An oil clean-up exercise was held Thursday morning on the Huangpu River near Wujing Thermal Power Plant in Minghang District to commemorate a spill case that occurred on the same day one year ago.

"The place is crucial because it is near the water source of the power plant and the city's water source along the upper reaches is not far away," said Ma Jun, director of the Wujing Maritime Office under the Shanghai Maritime Safety Administration.

"Any delay in preventing the spread of the spill and the clean-up will affect the power supply and water security of the city," he said.

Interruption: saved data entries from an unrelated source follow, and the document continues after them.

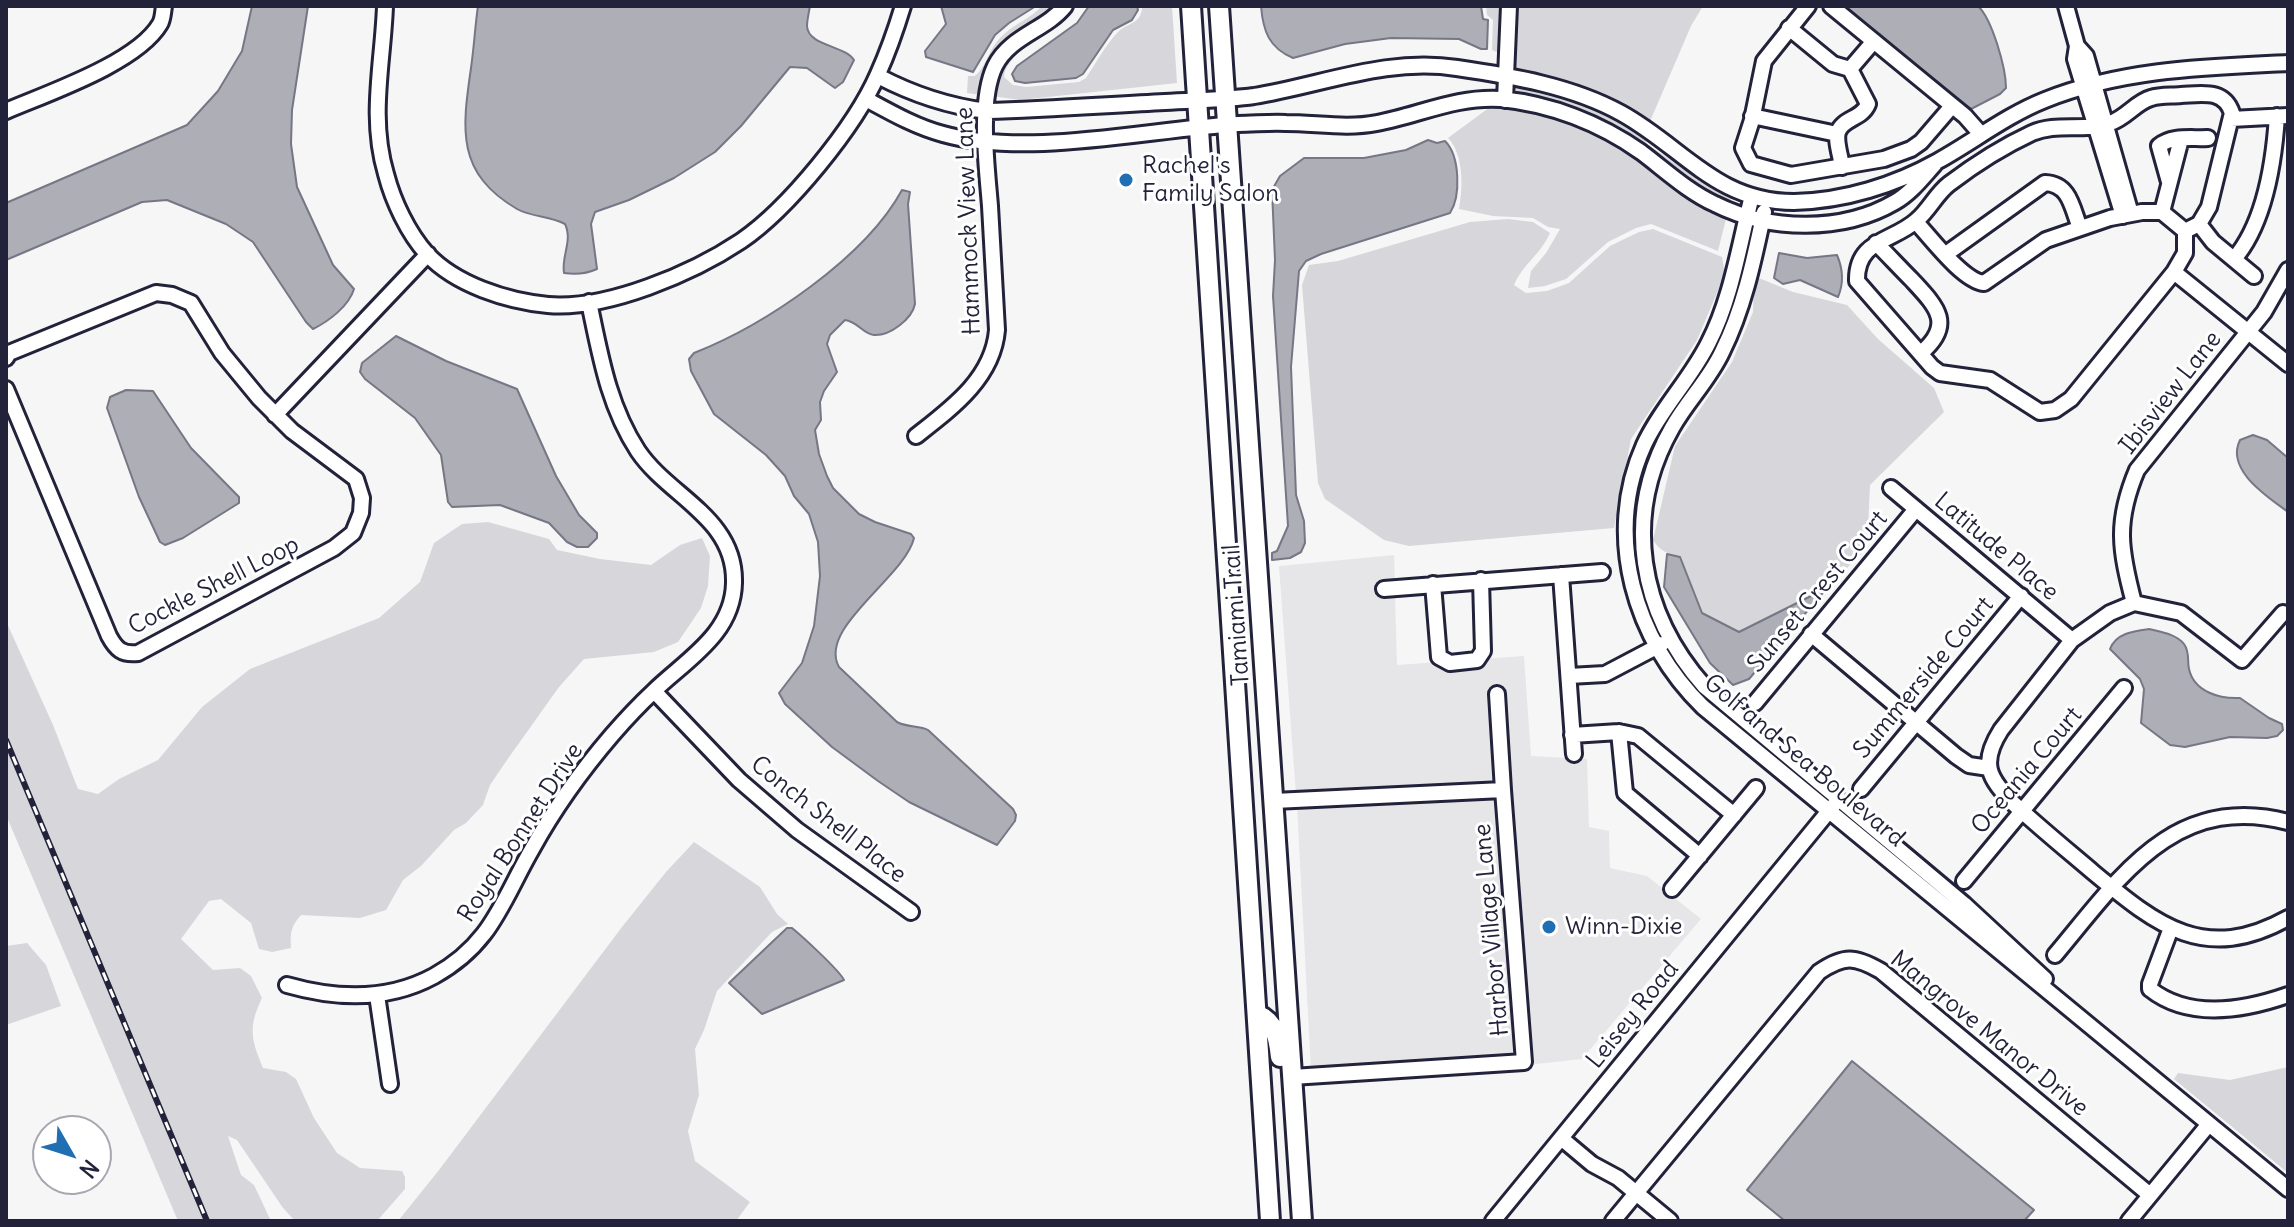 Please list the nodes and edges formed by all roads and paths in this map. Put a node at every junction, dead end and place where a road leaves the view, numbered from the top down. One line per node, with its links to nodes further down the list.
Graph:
1 (164, 6): 23 (street)
2 (385, 6): 47 (street)
3 (903, 6): 15 (street)
4 (1065, 6): 24 (street, Hammock View Lane)
5 (1191, 6): 20 (main road, Tamiami Trail)
6 (1219, 6): 18 (main road, Tamiami Trail)
7 (1509, 6): 16 (street)
8 (1808, 6): 11 (street)
9 (1831, 6): 12 (street)
10 (2066, 6): 17 (street)
11 (1789, 28): 14 (street); 25 (street)
12 (1874, 41): 14 (street); 22 (street)
13 (2288, 63): 17 (street)
14 (1850, 69): 32 (street)
15 (878, 76): 19 (street); 24 (street)
16 (1506, 77): 18 (street); 21 (street); 37 (street)
17 (2089, 84): 30 (street); 31 (street)
18 (1225, 98): 20 (street); 28 (main road, Tamiami Trail)
19 (866, 99): 34 (street); 53 (street)
20 (1197, 100): 24 (street); 29 (main road, Tamiami Trail)
21 (1505, 100): 28 (street); 40 (street)
22 (1952, 106): 31 (street); 36 (street)
23 (6, 111)
24 (987, 111): 34 (street, Hammock View Lane)
25 (1752, 116): 32 (street); 36 (street)
26 (2282, 116): 27 (street); 49 (street)
27 (2231, 119): 30 (street); 43 (street)
28 (1227, 125): 29 (street); 64 (main road, Tamiami Trail)
29 (1199, 126): 34 (street); 61 (main road, Tamiami Trail)
30 (2100, 126): 39 (street); 42 (street)
31 (1980, 133): 35 (street)
32 (1837, 134): 36 (street)
33 (2208, 138): 38 (street)
34 (985, 141): 60 (street, Hammock View Lane)
35 (1938, 161): 37 (street); 41 (street)
36 (1842, 167)
37 (1760, 198): 40 (street, Golf and Sea Boulevard); 41 (street, Golf and Sea Boulevard)
38 (2162, 212): 39 (street); 45 (street)
39 (2127, 215): 44 (street)
40 (1747, 216): 41 (street); 76 (street, Golf and Sea Boulevard)
41 (1762, 221): 74 (street, Golf and Sea Boulevard)
42 (1916, 222): 46 (street); 48 (street)
43 (2199, 224): 45 (street); 49 (street)
44 (2080, 228): 48 (street); 48 (street)
45 (2185, 231): 51 (street)
46 (1876, 243): 55 (street); 55 (street)
47 (428, 254): 53 (street); 59 (street)
48 (1946, 254)
49 (2234, 259): 52 (street)
50 (2288, 270): 54 (street, Ibisview Lane)
51 (2174, 272): 54 (street); 55 (street)
52 (2254, 276)
53 (589, 302): 79 (street, Royal Bonnet Drive)
54 (2248, 331): 57 (street); 71 (street, Ibisview Lane)
55 (1921, 353)
56 (6, 358): 59 (street, Cockle Shell Loop)
57 (2288, 364)
58 (6, 389): 59 (street, Cockle Shell Loop)
59 (275, 415)
60 (916, 436)
61 (1221, 464): 64 (main road); 86 (main road, Tamiami Trail)
62 (1891, 488): 63 (street, Latitude Place)
63 (1916, 509): 70 (street, Latitude Place); 73 (street, Sunset Crest Court)
64 (1254, 510): 91 (main road, Tamiami Trail)
65 (1602, 572): 66 (street)
66 (1561, 575): 67 (street); 77 (street)
67 (1481, 580): 68 (street); 68 (street)
68 (1433, 584): 69 (street)
69 (1384, 589)
70 (2021, 596): 75 (street, Latitude Place); 82 (street, Summerside Court)
71 (2134, 603): 72 (street); 75 (street)
72 (2283, 613)
73 (1811, 634): 81 (street, Sunset Crest Court); 82 (street)
74 (1670, 640): 76 (street); 92 (street, Golf and Sea Boulevard)
75 (2072, 640): 87 (street)
76 (1656, 648): 77 (street); 92 (street, Golf and Sea Boulevard)
77 (1569, 676): 84 (street)
78 (2124, 688): 93 (street, Oceania Court)
79 (654, 691): 100 (street, Conch Shell Place); 105 (street, Royal Bonnet Drive)
80 (1497, 694): 90 (street)
81 (1755, 703)
82 (1916, 722): 87 (street); 89 (street, Summerside Court)
83 (1619, 732): 84 (street); 94 (street); 96 (street)
84 (1572, 735): 85 (street)
85 (1574, 754)
86 (1242, 761): 91 (main road); 107 (main road, Tamiami Trail)
87 (1989, 768): 93 (street)
88 (1756, 788): 94 (street)
89 (1861, 789)
90 (1503, 790): 91 (street, Harbor Village Lane); 108 (street, Harbor Village Lane)
91 (1274, 801): 108 (main road, Tamiami Trail)
92 (1833, 806): 110 (street, Golf and Sea Boulevard); 112 (street, Leisey Road)
93 (2022, 812): 97 (street, Oceania Court); 98 (street)
94 (1734, 815): 96 (street)
95 (2288, 822): 98 (street)
96 (1700, 856): 99 (street)
97 (1964, 881)
98 (2112, 887): 102 (street); 103 (street)
99 (1672, 889)
100 (911, 912)
101 (2288, 918): 102 (street)
102 (2171, 928): 106 (street)
103 (2055, 955)
104 (287, 985): 105 (street, Royal Bonnet Drive)
105 (377, 995): 109 (street)
106 (2288, 995)
107 (1257, 1014): 111 (main road); 116 (main road, Tamiami Trail)
108 (1292, 1077): 111 (main road, Tamiami Trail)
109 (390, 1084)
110 (2209, 1124): 113 (street, Golf and Sea Boulevard); 115 (street)
111 (1295, 1128): 117 (main road, Tamiami Trail)
112 (1561, 1138): 114 (street); 118 (street, Leisey Road)
113 (2288, 1189)
114 (1636, 1193): 115 (street, Mangrove Manor Drive); 119 (street, Mangrove Manor Drive); 120 (street)
115 (2150, 1195): 121 (street)
116 (1270, 1221)
117 (1302, 1221)
118 (1493, 1221)
119 (1613, 1221)
120 (1670, 1221)
121 (2129, 1221)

He revealed that all "chemicals" used in the drill were replaced by ordinary tap water so as not to exert any harm to the river.

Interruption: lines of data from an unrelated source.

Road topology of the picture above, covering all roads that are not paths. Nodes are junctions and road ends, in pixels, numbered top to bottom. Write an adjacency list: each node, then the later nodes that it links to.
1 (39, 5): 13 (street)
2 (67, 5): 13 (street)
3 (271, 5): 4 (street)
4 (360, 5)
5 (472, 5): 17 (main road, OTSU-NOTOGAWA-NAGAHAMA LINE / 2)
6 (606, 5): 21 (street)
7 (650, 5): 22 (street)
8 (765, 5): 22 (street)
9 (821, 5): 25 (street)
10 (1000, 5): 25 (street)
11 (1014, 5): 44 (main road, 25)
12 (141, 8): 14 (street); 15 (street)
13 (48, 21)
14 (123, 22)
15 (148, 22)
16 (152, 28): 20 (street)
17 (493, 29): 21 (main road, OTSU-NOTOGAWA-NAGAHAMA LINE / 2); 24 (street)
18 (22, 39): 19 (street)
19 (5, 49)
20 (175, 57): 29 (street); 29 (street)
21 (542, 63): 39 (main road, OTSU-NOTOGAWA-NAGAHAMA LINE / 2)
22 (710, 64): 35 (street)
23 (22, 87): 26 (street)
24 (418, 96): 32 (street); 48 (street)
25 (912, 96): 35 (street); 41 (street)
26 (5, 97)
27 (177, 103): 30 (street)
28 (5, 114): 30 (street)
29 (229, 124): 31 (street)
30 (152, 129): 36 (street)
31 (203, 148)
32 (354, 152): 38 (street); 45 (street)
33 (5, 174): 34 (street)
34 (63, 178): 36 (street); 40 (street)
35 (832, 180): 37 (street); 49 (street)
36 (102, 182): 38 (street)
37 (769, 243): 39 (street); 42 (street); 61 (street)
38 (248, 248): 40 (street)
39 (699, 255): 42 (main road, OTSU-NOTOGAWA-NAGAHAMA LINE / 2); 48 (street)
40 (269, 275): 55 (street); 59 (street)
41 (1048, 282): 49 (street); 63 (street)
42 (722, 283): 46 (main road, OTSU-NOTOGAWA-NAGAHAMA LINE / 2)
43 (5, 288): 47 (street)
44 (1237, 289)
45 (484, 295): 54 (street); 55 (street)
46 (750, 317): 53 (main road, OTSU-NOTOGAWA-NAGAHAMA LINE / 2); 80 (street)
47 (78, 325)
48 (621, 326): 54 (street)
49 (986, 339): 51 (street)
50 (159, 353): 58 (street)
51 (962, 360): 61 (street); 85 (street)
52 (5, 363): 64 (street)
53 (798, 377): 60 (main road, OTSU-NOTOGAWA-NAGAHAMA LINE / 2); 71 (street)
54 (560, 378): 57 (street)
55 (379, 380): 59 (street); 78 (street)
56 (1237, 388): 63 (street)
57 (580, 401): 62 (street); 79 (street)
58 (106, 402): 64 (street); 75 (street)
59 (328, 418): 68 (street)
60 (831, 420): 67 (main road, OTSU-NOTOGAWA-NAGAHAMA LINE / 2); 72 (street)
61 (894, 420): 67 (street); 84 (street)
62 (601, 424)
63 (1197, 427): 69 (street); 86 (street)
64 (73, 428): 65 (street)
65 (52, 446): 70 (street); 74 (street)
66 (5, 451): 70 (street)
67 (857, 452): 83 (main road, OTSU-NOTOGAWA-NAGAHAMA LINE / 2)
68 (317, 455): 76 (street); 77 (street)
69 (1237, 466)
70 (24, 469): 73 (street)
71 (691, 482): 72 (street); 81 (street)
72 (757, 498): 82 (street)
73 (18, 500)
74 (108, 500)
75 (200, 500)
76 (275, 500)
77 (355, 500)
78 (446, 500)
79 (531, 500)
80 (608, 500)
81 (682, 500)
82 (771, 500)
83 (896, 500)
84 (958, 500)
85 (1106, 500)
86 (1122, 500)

Ma was also the on-the-spot commander of the manoeuvre which was started at 9:30 am when the cargo ship Changyun, a sister of Changyang which leaked 100 tons of fuel oil in the river last year, was reported to be rammed and let out 30 tons of "fuel oil."

While the crew attempted to stop the leak, the captain of Changyun reported the case to the jurisdictional Wujing Maritime Office under the Shanghai Maritime Safety Administration.

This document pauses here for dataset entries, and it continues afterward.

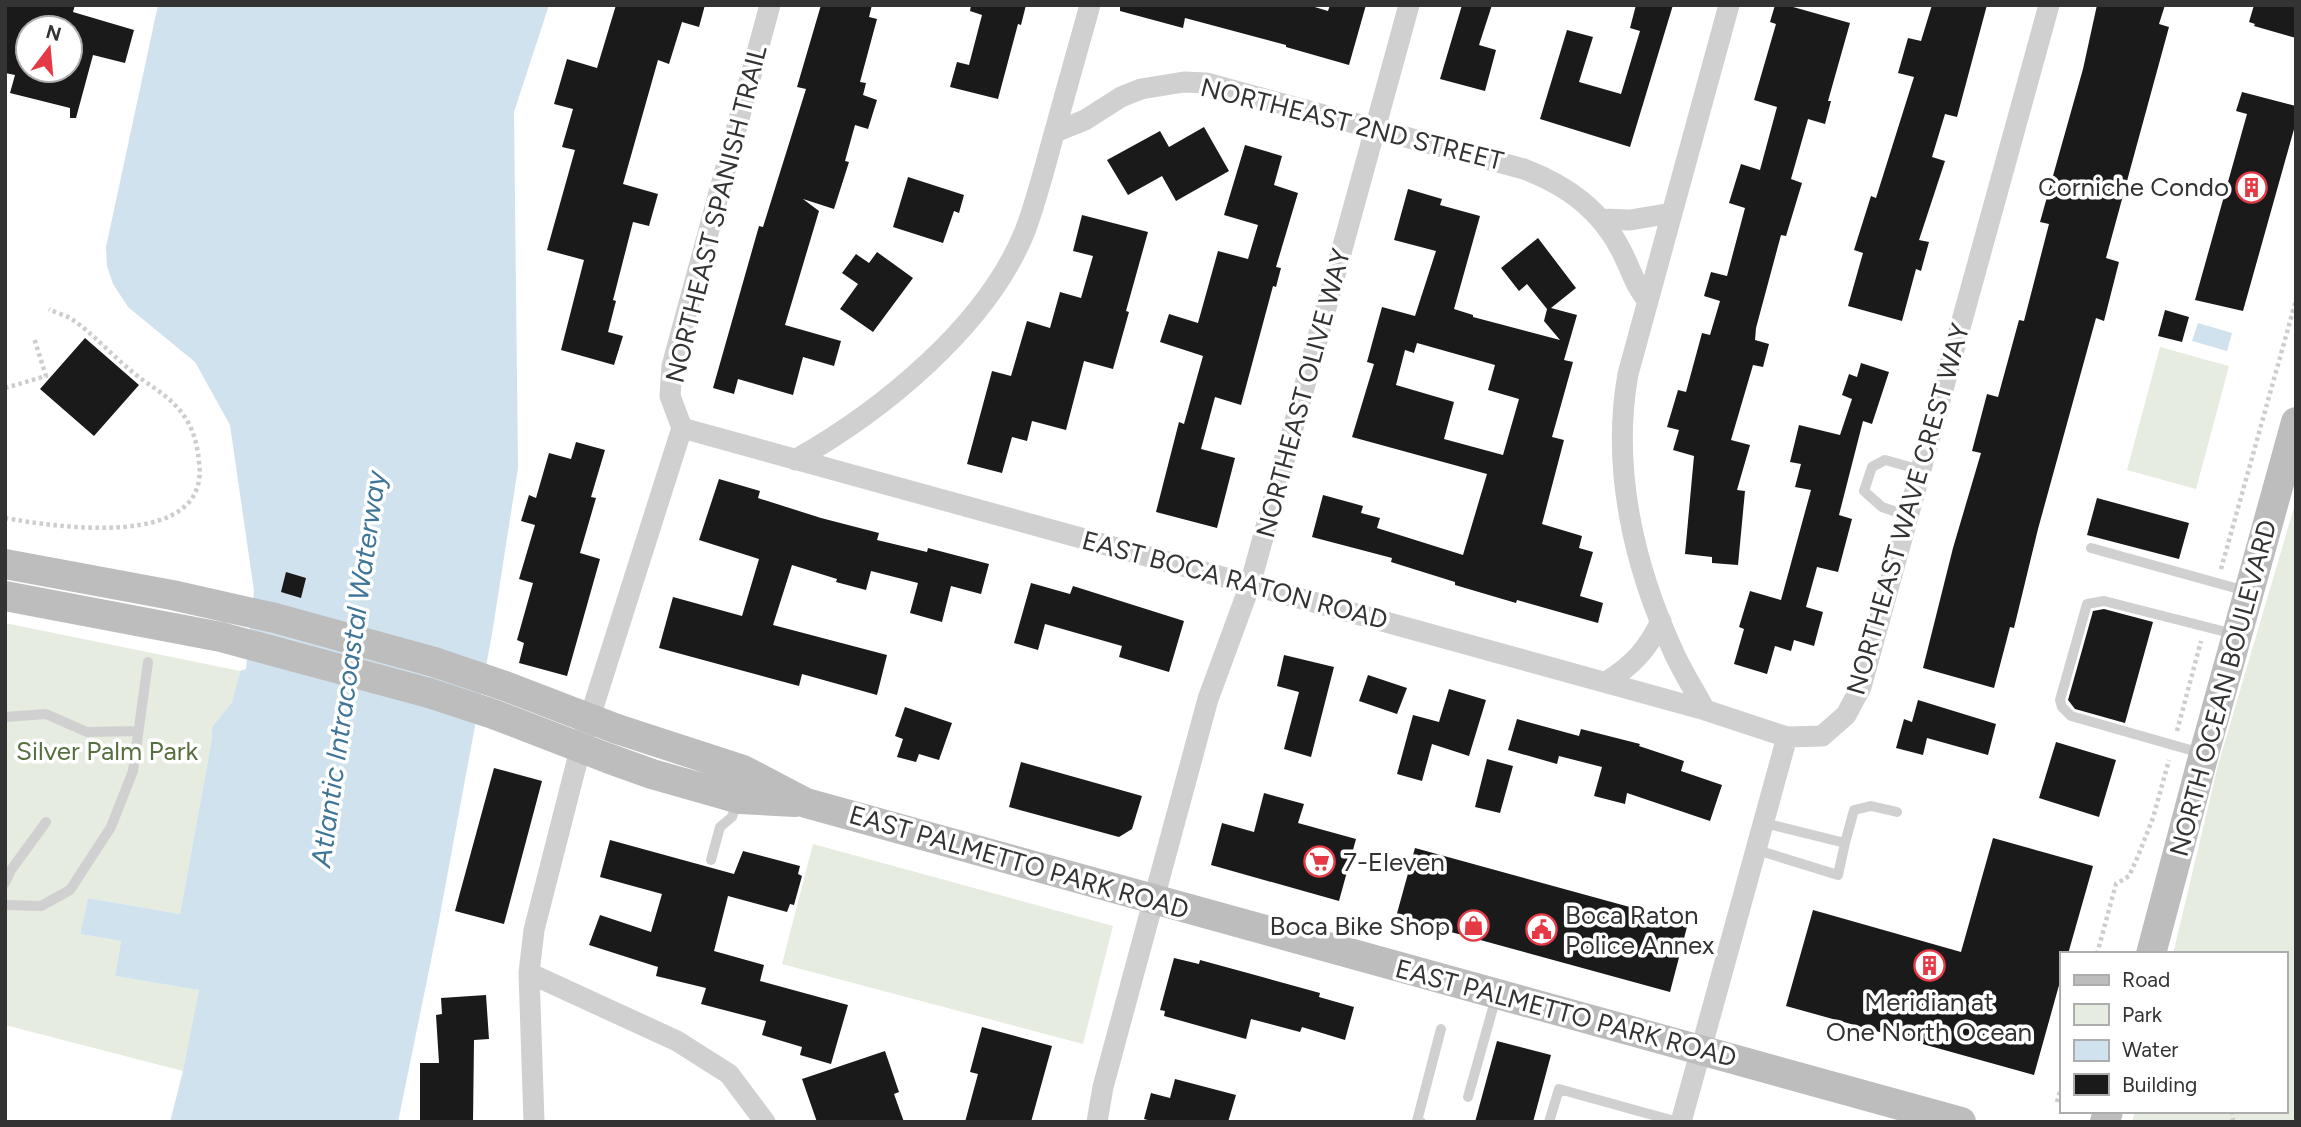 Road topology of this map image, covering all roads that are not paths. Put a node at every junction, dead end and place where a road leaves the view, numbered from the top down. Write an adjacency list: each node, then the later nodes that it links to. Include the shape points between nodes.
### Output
1 (770, 5): 12 (street, NORTHEAST SPANISH TRAIL, via 672,366 670,396)
2 (1090, 5): 7 (street)
3 (1409, 5): 6 (street, NORTHEAST OLIVE WAY)
4 (1729, 5): 8 (street)
5 (2049, 5): 14 (street, NORTHEAST WAVE CREST WAY)
6 (1376, 129): 7 (street, NORTHEAST 2ND STREET, via 1227,88 1184,82 1131,93); 9 (street, NORTHEAST 2ND STREET, via 1551,179); 18 (street, NORTHEAST OLIVE WAY)
7 (1055, 132): 13 (street, via 1024,233 987,296 913,378 870,413)
8 (1672, 213): 9 (street); 10 (street)
9 (1602, 219): 10 (street, NORTHEAST 2ND STREET)
10 (1648, 301): 21 (street, via 1626,386 1622,447 1638,552)
11 (2296, 422): 19 (main road, NORTH OCEAN BOULEVARD)
12 (681, 428): 13 (street, EAST BOCA RATON ROAD); 42 (street, via 582,742 534,930)
13 (794, 460): 18 (street, EAST BOCA RATON ROAD)
14 (1921, 470): 15 (street, NORTHEAST WAVE CREST WAY); 15 (lane, via 1885,460 1872,467 1864,491 1882,507)
15 (1908, 516): 28 (street, NORTHEAST WAVE CREST WAY, via 1861,687 1846,715 1822,736)
16 (2091, 548): 19 (lane)
17 (5, 564): 31 (main road, EAST PALMETTO PARK ROAD, bridge, via 172,594 435,662 743,770)
18 (1250, 585): 24 (street, EAST BOCA RATON ROAD); 39 (street, NORTHEAST OLIVE WAY, via 1208,699)
19 (2249, 592): 22 (main road, NORTH OCEAN BOULEVARD)
20 (5, 596): 30 (main road, EAST PALMETTO PARK ROAD, bridge, via 220,637 429,693 652,774)
21 (1661, 621): 24 (street, via 1639,657); 25 (street)
22 (2237, 635): 29 (main road, NORTH OCEAN BOULEVARD); 29 (lane, via 2093,601 2087,604 2063,688 2060,700 2071,716)
23 (148, 663): 27 (lane)
24 (1606, 682): 25 (street, EAST BOCA RATON ROAD)
25 (1705, 709): 28 (street, EAST BOCA RATON ROAD)
26 (5, 717): 27 (lane, via 46,714 87,732)
27 (138, 731): 40 (lane, via 133,771 111,827 70,890 41,906)
28 (1787, 737): 34 (street)
29 (2204, 754): 41 (main road, NORTH OCEAN BOULEVARD)
30 (737, 798): 31 (main road, EAST PALMETTO PARK ROAD); 37 (lane, via 732,817 720,827)
31 (806, 803): 39 (main road, EAST PALMETTO PARK ROAD)
32 (1897, 812): 35 (lane, via 1871,806 1854,810)
33 (46, 822): 38 (lane)
34 (1764, 823): 35 (lane); 36 (street)
35 (1845, 842): 36 (lane, via 1838,875)
36 (1757, 850): 45 (street)
37 (711, 860)
38 (5, 883)
39 (1153, 899): 43 (main road, EAST PALMETTO PARK ROAD); 49 (street, NORTHEAST OLIVE WAY)
40 (5, 905)
41 (2152, 952)
42 (529, 973): 47 (street); 48 (street, via 608,1008 729,1074)
43 (1497, 994): 45 (main road, EAST PALMETTO PARK ROAD); 46 (lane)
44 (1441, 1029): 50 (lane, via 1417,1121)
45 (1701, 1050): 52 (street); 53 (main road, EAST PALMETTO PARK ROAD)
46 (1468, 1097)
47 (534, 1122)
48 (765, 1122)
49 (1097, 1122)
50 (1421, 1122)
51 (1549, 1122): 52 (lane, via 1559,1089)
52 (1679, 1122)
53 (1961, 1122)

The office immediately activated an emergency plan, sending out yachts to investigate the case and prevent the pollution from spreading.

The administration activated members of the municipal emergency system for oil spills on Shanghai waters -- the Shanghai Municipal Water Authority and Shanghai Municipal Environmental Protection Bureau.

The Shanghai Dong'an Offshore Oil-spill Emergency Centre and relative shipping companies were mobilized to dash to the spot.

Five clean-up boats, four guardships, one command ship and about 200 workers along with a good number of oil-removing materials were mobilized and consumed in the one-hour drill.

The accident occurred here on August 5, 2003 was claimed to be the most serious one in Shanghai since 1949 because it is quite near the water sources that feed 70 per cent of local residents.

"The drill we have been preparing in the past month aims to improve the offshore salvage and clean-up capacity and the co-ordination capacity of administrators," said Zhou Fangzhen, deputy director of the Division of Dangerous Goods Control and Pollution Prevention under the municipal maritime authority.

The drill is also a proof-test of the Emergency Plan of Ship Pollution on Shanghai Waters the authority has established.

Data showed that Shanghai is facing more dangers from the water as between 1999 and 2003, 101 spill cases occurred with 2,319 tons of oil leaked into the waters, and the trend continues to become increasingly serious.

Experts said local administrative regulations should be established to provide legal protection of the water environment and a warehouse of advanced equipment and a special fund should be set up to secure the undertaking.